### WORK INSTRUCTIONS
Print, exactly as written, the line containing "Please list the" and every line after it, ending with the final line of the data below.
**** STUDY MATERIAL
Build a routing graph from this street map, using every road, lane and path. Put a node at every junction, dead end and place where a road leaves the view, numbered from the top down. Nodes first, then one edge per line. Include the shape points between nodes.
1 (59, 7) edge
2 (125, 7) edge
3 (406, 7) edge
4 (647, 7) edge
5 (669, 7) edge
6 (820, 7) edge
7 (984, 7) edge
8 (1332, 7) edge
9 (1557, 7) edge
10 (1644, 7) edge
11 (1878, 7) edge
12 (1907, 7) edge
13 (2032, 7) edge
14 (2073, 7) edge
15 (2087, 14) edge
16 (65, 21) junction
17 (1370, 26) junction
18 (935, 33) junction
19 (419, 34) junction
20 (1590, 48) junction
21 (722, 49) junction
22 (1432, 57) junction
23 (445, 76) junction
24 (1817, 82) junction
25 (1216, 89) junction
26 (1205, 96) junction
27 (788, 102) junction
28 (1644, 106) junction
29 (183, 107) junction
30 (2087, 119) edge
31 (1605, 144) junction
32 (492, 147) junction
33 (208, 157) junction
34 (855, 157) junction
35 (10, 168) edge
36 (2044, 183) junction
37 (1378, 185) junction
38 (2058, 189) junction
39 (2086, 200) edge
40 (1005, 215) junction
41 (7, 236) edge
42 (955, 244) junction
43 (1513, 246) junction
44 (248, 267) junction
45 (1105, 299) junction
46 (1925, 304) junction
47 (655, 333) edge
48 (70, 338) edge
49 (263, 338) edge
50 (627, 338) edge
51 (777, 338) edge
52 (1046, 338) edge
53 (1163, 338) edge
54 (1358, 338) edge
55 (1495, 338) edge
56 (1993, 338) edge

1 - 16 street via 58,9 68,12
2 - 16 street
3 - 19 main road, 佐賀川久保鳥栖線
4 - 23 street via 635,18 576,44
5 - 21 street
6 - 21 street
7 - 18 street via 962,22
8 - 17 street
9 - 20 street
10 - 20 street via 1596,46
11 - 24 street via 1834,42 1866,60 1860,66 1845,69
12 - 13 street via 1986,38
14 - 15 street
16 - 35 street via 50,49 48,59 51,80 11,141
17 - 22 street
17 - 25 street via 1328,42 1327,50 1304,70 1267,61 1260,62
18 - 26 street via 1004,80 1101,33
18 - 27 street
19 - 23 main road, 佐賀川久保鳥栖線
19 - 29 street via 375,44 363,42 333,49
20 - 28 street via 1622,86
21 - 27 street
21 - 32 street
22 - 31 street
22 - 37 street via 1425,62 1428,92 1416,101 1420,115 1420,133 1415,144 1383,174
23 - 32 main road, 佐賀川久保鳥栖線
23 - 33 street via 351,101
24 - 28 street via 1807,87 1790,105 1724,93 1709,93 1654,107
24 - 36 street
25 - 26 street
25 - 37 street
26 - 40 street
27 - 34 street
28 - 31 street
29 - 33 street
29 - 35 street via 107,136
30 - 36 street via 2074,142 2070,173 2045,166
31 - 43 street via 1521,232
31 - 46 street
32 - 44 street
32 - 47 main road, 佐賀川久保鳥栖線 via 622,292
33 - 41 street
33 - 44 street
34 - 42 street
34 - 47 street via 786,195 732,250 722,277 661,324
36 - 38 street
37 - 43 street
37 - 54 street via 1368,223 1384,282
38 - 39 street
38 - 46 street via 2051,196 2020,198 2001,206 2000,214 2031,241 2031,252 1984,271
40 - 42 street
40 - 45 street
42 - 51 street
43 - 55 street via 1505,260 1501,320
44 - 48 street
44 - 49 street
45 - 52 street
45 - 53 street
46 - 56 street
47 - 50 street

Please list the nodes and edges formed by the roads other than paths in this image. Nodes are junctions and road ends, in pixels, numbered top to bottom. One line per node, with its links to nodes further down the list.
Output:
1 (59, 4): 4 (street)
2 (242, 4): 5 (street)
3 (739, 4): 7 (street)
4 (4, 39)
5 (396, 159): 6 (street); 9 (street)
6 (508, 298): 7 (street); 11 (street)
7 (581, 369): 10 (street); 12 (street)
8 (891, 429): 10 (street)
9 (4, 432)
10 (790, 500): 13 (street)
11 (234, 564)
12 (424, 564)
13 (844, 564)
********
### ANSWER TO THIS PROBLEM
Please list the nodes and edges formed by the roads other than paths in this image. Nodes are junctions and road ends, in pixels, numbered top to bottom. One line per node, with its links to nodes further down the list.
Output:
1 (59, 4): 4 (street)
2 (242, 4): 5 (street)
3 (739, 4): 7 (street)
4 (4, 39)
5 (396, 159): 6 (street); 9 (street)
6 (508, 298): 7 (street); 11 (street)
7 (581, 369): 10 (street); 12 (street)
8 (891, 429): 10 (street)
9 (4, 432)
10 (790, 500): 13 (street)
11 (234, 564)
12 (424, 564)
13 (844, 564)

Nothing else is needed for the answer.